▶ **EXERCISE DATA**
┄┄┄┄┄┄

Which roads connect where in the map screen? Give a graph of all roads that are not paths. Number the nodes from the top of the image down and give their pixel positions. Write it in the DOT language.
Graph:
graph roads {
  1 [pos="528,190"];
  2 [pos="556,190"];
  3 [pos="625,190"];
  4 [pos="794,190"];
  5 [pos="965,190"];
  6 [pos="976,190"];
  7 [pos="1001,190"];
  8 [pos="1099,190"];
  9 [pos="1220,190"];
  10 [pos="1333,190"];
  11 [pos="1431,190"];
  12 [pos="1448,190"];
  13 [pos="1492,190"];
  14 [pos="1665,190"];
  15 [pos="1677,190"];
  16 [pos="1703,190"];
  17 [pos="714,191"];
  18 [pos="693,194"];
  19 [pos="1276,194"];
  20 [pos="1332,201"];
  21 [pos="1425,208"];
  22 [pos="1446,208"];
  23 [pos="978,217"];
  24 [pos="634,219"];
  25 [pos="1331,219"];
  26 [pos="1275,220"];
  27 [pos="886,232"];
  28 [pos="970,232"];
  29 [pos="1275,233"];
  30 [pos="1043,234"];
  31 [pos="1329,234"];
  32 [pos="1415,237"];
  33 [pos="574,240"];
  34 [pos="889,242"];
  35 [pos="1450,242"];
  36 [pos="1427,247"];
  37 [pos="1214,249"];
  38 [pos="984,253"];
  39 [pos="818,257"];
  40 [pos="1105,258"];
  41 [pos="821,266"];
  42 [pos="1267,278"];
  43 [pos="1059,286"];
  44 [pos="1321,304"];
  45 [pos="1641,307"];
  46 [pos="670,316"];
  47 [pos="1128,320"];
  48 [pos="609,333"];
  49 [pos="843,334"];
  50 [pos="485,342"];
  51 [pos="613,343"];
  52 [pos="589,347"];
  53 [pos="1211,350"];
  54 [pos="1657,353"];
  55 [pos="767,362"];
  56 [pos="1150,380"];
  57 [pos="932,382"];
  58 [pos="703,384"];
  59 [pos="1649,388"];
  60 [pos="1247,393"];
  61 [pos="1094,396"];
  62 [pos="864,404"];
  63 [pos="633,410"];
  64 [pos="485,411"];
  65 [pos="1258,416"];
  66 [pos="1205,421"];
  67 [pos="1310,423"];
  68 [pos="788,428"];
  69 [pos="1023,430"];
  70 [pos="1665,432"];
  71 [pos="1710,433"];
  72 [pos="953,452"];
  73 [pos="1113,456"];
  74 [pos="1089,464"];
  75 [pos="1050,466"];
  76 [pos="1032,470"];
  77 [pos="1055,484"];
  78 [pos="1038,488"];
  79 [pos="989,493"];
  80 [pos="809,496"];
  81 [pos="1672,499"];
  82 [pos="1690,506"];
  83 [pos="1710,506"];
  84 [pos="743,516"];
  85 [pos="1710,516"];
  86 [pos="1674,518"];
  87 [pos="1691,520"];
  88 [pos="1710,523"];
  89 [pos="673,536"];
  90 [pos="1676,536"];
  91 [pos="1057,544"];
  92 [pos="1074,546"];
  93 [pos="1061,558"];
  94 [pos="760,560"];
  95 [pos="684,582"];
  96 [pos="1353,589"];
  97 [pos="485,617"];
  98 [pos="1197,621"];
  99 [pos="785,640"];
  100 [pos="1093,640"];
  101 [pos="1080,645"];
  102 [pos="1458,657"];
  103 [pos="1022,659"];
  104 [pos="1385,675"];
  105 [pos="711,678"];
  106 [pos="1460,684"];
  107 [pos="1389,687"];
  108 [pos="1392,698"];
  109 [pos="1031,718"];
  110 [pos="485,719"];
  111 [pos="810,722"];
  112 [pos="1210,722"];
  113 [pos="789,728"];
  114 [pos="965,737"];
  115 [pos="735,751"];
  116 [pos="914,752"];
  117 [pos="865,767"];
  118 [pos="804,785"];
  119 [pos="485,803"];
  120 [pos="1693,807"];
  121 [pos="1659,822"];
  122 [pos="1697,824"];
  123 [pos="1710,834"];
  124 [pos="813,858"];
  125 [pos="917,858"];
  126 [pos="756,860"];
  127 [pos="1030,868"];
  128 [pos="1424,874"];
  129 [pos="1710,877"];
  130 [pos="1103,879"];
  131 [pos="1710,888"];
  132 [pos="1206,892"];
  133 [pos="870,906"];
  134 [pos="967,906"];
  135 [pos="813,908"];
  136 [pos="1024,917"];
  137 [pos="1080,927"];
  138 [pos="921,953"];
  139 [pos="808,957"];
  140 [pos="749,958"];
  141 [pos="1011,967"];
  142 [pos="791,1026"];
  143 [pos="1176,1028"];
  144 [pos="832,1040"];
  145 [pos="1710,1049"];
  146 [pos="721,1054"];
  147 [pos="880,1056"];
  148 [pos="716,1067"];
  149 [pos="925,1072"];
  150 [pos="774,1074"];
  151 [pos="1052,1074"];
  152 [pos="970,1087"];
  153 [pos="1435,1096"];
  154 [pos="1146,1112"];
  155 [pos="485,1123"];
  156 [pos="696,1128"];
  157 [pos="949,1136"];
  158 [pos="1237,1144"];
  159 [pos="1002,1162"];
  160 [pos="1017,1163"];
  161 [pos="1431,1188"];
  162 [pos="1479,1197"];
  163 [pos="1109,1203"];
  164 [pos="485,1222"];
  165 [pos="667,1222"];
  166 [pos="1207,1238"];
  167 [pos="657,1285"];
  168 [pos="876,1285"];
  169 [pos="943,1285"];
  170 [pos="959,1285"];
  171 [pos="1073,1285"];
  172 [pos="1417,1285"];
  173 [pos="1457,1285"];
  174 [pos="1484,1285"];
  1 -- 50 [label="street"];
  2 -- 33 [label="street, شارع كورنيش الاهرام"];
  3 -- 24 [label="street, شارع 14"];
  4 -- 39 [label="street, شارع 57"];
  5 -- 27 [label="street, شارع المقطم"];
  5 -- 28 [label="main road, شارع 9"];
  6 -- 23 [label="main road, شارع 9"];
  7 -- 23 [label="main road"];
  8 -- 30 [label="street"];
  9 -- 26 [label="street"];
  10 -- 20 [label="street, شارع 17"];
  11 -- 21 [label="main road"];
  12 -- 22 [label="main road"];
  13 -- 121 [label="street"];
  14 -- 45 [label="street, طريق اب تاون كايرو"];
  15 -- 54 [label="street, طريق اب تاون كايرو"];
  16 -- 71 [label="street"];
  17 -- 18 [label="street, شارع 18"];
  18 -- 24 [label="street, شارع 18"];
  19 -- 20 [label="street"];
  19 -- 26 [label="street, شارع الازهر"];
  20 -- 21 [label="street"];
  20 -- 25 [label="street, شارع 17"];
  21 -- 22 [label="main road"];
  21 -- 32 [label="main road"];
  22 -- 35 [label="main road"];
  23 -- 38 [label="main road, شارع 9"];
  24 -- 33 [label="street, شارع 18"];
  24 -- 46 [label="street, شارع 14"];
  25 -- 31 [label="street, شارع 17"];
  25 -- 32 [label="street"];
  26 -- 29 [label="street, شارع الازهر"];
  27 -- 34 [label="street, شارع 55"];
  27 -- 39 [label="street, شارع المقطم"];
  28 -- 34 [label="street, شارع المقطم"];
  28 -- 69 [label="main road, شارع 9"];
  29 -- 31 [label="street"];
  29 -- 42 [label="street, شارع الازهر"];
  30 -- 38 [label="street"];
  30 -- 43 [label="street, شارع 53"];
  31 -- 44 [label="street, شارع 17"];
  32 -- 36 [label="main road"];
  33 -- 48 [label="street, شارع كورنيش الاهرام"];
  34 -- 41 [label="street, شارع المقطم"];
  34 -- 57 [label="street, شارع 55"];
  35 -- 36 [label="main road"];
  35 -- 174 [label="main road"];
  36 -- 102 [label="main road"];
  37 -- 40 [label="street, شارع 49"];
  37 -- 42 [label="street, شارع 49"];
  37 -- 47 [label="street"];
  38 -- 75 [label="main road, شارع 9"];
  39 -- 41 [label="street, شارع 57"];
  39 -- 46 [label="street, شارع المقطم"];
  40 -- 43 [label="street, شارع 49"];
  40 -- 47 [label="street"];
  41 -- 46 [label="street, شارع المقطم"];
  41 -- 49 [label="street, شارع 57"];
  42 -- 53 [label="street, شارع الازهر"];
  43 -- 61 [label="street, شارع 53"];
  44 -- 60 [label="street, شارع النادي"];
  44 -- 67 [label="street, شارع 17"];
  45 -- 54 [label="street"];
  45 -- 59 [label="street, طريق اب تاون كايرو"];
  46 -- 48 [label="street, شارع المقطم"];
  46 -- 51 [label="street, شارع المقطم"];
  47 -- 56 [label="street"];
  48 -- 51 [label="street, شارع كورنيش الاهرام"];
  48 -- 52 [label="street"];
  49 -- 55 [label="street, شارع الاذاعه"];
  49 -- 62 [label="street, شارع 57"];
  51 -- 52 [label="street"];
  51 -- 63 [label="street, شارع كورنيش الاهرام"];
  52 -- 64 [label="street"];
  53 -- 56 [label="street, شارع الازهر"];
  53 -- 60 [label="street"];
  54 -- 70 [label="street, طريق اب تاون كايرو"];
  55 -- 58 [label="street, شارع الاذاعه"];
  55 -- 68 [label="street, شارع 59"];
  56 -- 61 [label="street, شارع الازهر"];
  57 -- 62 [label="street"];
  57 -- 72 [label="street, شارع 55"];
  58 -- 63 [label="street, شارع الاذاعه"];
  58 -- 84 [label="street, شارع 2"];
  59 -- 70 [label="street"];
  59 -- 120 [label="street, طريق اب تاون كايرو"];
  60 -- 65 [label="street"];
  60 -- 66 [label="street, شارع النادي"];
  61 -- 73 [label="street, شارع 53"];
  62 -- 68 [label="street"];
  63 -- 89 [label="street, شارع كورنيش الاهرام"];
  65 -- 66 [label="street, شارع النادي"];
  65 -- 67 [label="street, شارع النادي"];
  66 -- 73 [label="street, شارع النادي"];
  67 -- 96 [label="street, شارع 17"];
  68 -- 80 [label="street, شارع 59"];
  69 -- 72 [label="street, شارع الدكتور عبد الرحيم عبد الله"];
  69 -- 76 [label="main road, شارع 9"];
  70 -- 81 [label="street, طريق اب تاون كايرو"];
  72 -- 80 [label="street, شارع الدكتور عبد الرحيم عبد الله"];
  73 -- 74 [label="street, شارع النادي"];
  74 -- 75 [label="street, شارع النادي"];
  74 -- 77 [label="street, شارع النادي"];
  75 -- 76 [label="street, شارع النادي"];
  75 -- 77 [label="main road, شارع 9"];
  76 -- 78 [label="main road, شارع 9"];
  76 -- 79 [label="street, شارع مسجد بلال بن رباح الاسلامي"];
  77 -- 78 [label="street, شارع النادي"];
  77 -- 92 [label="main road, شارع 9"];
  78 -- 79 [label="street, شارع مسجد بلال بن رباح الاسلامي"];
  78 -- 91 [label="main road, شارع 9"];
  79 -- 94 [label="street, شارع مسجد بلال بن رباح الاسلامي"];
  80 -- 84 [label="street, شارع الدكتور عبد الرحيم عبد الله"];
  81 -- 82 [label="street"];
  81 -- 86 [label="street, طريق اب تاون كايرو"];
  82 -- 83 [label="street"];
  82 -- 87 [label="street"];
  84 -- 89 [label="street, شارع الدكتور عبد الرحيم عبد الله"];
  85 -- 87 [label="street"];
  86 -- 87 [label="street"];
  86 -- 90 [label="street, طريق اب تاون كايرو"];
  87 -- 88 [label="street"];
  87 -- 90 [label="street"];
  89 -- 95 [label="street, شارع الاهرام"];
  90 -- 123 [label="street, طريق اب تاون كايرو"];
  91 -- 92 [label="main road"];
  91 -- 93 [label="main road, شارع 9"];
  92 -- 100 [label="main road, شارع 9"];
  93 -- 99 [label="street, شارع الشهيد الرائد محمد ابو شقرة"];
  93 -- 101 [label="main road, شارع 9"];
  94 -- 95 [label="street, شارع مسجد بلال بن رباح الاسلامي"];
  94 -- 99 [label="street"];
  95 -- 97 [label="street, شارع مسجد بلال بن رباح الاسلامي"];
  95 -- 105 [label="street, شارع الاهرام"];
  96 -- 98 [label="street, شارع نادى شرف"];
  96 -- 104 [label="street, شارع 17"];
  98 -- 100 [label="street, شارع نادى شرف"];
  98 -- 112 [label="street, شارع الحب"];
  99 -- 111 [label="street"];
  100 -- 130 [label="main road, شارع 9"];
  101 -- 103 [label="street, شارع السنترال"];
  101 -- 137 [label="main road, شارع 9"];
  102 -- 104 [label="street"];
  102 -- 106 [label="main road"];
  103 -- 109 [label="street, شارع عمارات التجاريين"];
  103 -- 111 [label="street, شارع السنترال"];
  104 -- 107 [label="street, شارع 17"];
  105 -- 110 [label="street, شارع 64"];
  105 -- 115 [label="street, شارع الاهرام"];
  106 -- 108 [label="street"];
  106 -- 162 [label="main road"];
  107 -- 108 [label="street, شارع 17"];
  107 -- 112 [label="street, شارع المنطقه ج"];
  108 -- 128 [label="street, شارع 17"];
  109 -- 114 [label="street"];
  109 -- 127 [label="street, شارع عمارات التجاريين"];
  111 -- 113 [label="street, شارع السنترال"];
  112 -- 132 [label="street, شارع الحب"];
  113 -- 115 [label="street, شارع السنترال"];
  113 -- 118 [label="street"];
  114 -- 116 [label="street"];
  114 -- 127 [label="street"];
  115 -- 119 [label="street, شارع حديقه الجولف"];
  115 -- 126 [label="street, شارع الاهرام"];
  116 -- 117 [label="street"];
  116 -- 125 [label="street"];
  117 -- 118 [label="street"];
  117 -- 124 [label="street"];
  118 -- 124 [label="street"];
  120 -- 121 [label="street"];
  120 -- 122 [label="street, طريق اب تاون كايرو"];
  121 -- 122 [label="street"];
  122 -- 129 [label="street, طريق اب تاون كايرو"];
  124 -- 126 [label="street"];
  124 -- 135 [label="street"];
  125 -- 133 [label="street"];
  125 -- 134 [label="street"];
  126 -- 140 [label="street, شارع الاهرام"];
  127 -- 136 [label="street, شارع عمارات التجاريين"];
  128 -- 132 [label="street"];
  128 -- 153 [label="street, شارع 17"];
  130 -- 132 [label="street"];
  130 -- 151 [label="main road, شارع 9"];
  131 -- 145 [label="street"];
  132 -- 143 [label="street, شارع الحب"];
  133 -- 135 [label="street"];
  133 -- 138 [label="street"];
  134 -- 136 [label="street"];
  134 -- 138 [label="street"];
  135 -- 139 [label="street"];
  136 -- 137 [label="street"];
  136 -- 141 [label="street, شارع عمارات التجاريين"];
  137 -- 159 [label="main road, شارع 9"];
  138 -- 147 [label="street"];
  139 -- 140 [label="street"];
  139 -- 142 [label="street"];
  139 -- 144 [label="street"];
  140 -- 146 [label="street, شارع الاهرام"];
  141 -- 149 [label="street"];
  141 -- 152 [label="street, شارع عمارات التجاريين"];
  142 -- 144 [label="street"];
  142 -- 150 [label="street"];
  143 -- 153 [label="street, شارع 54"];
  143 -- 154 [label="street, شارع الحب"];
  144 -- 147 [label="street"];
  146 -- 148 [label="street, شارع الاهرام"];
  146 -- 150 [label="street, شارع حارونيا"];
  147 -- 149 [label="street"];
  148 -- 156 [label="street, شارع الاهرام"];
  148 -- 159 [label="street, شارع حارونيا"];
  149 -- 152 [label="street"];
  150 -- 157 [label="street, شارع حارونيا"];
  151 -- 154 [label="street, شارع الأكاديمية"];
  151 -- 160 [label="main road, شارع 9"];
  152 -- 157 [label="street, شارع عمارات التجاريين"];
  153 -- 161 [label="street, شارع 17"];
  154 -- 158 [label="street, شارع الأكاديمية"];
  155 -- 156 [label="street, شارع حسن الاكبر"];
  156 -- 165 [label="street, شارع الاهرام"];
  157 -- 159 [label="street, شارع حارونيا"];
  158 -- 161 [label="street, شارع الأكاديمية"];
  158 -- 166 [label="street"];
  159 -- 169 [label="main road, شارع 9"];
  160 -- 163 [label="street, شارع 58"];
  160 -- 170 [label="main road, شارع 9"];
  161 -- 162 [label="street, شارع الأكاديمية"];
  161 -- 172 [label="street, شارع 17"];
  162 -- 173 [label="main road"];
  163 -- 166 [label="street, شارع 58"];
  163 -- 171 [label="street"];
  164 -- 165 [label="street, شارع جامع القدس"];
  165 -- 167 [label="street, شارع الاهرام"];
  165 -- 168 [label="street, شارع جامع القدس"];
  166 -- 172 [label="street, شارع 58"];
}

┄┄┄┄┄┄

▶ **EXERCISE PROMPT**
Sift through the material above and copy each line that holds "طريق".

▶ **WRITTEN ANSWER**
  14 -- 45 [label="street, طريق اب تاون كايرو"];
  15 -- 54 [label="street, طريق اب تاون كايرو"];
  45 -- 59 [label="street, طريق اب تاون كايرو"];
  54 -- 70 [label="street, طريق اب تاون كايرو"];
  59 -- 120 [label="street, طريق اب تاون كايرو"];
  70 -- 81 [label="street, طريق اب تاون كايرو"];
  81 -- 86 [label="street, طريق اب تاون كايرو"];
  86 -- 90 [label="street, طريق اب تاون كايرو"];
  90 -- 123 [label="street, طريق اب تاون كايرو"];
  120 -- 122 [label="street, طريق اب تاون كايرو"];
  122 -- 129 [label="street, طريق اب تاون كايرو"];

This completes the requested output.